Kilauea's volcanic roar began on Jan. 3, 1983. Scientists viewed it as an event that would last days or weeks, at most.
How wrong they were.
Kilauea kept going, wiping out eight homes in the Royal Gardens subdivision two months later.
This was only the beginning.
A year later, Mauna Loa joined in the eruption -- a spectacular sight that hadn't been seen since 1868.
Residents in the Kapa'ahu Homestead were forced to evacuate in 1986 when Kilauea's lava flow switched course.
Former Hawaii County Mayor Harry Kim was head of the Hawaii County Civil Defense at the time.
Royal Gardens residents were left stranded when lava oozed over Kalapana Highway.

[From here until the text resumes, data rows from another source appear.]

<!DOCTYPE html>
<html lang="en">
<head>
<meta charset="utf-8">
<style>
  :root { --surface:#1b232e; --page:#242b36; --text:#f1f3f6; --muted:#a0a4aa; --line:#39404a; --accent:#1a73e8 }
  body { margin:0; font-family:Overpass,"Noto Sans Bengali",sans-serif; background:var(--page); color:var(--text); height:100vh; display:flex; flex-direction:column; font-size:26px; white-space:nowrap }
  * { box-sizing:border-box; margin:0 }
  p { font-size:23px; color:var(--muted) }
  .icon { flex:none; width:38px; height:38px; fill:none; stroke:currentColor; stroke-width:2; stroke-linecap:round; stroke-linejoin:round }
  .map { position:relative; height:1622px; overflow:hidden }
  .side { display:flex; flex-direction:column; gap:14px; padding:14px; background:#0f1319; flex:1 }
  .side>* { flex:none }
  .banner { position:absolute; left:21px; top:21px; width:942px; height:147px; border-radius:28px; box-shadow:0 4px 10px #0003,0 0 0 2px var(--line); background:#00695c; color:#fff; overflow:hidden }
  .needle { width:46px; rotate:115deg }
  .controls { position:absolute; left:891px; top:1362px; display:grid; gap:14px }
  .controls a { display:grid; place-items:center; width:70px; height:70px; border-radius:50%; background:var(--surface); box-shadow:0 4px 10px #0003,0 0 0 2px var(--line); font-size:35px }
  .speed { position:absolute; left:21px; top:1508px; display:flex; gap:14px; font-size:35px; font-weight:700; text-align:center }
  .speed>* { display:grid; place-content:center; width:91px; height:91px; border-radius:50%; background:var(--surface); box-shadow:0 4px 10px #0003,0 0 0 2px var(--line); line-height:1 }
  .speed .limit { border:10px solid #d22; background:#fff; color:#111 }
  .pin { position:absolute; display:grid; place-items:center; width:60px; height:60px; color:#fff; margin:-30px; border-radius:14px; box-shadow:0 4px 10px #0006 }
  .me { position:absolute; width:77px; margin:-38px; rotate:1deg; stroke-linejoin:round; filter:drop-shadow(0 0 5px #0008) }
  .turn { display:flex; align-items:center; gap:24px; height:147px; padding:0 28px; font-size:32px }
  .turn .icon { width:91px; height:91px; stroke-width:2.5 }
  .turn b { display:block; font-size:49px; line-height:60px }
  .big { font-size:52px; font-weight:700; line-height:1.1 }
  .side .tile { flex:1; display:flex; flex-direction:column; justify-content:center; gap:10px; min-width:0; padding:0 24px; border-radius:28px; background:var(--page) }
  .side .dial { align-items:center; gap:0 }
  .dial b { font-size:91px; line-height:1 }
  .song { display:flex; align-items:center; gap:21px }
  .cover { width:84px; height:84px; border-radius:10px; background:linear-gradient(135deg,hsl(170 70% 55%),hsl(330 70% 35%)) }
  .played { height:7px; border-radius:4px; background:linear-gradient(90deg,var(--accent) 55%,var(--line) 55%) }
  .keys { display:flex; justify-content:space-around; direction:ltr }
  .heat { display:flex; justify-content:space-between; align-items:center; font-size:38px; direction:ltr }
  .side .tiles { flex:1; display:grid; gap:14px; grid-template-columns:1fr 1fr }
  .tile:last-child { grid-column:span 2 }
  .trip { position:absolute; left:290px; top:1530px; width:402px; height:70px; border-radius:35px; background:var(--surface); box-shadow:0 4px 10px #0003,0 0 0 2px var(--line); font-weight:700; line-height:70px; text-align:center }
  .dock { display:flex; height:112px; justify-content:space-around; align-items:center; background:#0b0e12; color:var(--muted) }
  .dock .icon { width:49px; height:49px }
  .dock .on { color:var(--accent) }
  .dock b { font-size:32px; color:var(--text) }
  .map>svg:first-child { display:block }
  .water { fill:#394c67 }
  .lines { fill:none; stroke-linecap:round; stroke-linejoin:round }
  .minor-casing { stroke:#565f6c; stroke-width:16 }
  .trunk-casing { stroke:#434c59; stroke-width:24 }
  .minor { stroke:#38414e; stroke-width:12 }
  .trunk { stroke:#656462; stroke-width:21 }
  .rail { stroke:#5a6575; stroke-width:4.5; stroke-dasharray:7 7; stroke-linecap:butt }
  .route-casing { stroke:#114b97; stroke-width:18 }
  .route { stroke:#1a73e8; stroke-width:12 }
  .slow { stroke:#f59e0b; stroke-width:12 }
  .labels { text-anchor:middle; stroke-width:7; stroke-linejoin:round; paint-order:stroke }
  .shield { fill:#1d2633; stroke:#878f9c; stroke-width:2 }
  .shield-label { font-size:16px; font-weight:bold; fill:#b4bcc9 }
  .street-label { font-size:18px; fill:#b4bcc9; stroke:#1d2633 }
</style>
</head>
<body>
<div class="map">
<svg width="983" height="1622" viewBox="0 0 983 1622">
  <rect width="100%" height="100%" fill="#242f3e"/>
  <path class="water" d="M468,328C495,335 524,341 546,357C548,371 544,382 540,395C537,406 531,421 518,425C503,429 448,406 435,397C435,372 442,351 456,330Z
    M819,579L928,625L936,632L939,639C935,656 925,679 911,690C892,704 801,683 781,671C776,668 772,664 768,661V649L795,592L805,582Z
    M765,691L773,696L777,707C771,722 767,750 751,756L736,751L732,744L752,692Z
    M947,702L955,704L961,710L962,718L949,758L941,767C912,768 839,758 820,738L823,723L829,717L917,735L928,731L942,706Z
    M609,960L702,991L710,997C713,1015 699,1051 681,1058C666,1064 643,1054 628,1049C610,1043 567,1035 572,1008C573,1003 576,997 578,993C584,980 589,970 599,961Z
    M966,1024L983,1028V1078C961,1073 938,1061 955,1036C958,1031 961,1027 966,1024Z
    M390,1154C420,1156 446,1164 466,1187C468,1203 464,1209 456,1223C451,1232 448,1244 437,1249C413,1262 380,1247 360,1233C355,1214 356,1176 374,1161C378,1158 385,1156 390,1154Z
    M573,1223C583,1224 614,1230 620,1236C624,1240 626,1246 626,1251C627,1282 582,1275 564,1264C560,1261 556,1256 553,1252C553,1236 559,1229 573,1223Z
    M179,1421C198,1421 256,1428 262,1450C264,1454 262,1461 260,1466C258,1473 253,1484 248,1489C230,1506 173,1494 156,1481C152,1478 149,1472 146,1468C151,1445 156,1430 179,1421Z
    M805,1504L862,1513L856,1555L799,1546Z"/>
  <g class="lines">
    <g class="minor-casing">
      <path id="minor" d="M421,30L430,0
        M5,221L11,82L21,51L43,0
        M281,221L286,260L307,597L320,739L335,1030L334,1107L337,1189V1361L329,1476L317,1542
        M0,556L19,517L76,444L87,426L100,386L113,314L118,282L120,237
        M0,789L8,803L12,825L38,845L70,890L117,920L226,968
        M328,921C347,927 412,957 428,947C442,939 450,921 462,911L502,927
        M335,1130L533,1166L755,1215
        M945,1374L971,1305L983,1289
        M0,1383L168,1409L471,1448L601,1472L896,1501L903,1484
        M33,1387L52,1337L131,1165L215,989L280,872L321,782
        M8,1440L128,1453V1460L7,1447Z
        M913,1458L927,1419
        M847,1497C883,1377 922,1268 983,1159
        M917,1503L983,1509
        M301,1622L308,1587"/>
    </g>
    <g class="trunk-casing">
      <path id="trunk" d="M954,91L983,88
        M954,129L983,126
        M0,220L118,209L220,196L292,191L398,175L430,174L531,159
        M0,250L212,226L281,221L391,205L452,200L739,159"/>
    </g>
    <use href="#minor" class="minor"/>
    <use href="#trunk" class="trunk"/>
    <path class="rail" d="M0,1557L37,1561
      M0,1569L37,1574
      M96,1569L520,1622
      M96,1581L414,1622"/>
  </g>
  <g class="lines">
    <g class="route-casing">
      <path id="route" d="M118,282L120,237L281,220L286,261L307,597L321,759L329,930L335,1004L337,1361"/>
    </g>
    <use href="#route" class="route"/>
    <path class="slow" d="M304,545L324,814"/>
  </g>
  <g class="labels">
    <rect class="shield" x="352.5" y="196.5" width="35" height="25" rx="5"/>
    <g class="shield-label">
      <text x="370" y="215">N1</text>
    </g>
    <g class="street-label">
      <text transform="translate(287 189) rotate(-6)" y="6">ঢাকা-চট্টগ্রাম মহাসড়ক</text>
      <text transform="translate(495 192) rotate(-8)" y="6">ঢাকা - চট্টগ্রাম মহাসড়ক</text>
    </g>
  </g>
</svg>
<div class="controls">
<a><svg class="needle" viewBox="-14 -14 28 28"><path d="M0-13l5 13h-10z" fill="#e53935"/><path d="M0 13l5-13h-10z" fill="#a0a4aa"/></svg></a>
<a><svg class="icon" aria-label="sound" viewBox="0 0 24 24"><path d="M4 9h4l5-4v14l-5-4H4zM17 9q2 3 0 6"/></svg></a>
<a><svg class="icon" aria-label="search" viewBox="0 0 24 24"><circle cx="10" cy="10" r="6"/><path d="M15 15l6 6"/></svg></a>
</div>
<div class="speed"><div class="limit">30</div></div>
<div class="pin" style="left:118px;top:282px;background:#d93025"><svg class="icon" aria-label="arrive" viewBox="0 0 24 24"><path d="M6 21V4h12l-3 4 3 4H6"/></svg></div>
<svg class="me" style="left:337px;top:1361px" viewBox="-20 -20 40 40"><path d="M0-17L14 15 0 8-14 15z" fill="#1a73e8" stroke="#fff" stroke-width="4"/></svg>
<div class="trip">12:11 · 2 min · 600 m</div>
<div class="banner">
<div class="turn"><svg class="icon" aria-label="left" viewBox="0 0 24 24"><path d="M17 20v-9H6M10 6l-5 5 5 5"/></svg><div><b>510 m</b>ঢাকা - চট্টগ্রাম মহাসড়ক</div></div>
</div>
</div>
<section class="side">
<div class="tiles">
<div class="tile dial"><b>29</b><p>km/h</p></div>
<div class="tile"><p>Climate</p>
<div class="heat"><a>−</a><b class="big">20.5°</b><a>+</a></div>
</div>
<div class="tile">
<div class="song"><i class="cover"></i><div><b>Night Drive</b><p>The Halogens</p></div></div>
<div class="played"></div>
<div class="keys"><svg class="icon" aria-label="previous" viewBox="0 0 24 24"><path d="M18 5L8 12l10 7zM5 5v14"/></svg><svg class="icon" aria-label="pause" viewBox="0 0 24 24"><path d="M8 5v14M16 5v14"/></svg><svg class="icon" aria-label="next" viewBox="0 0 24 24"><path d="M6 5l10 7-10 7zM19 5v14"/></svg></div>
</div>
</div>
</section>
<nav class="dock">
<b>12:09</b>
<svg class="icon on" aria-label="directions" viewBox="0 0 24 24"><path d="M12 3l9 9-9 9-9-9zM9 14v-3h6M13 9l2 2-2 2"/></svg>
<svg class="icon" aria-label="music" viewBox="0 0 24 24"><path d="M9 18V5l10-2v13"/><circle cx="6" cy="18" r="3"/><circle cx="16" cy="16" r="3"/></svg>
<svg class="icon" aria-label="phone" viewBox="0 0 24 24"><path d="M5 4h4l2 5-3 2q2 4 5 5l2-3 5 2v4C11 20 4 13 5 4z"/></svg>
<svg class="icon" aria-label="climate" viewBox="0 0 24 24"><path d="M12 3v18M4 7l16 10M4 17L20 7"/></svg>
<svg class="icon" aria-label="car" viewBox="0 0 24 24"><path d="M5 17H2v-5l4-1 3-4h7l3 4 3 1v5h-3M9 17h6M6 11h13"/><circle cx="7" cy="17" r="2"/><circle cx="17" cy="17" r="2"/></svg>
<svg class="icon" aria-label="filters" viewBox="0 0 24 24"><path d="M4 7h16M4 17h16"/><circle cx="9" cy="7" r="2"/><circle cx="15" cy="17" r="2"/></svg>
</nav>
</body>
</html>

1990 -- Beloved Kalapana. An old Hawaiian village torn apart by Madame Pele's wrath.
The community worked together to move to the Kalapana store and drive-in and quickly relocate their church and Damien statue.
Kim recalled the impact. He says it was sudden and so personal.
"Their land was inherited. A lot of them. I remember sitting aside family graves, small community graves and they're saying their last goodbyes," said Kim.
Through the years, millions of dollars in damage continue to accumulate. In total, 214 structures have been swallowed since the eruption started.
March 2011 -- Kamoamoa fissure opened. On some days, scientists say as much as 2.5 million cubic meters of lava spewed out.
A year later, Jack Thompson's home fell victim to Kilauea's flow. He was forced to evacuate his 30-year-old home -- the last one standing at Royal Gardens.
"They accepted Pele's ways. Pele give and Pele take back and Pele create," said Kim.
The fiery goddess has created 500 new acres on the Big Island. Scientists have since reversed their way of thinking and now there's no reason to believe it won't last another 30 years.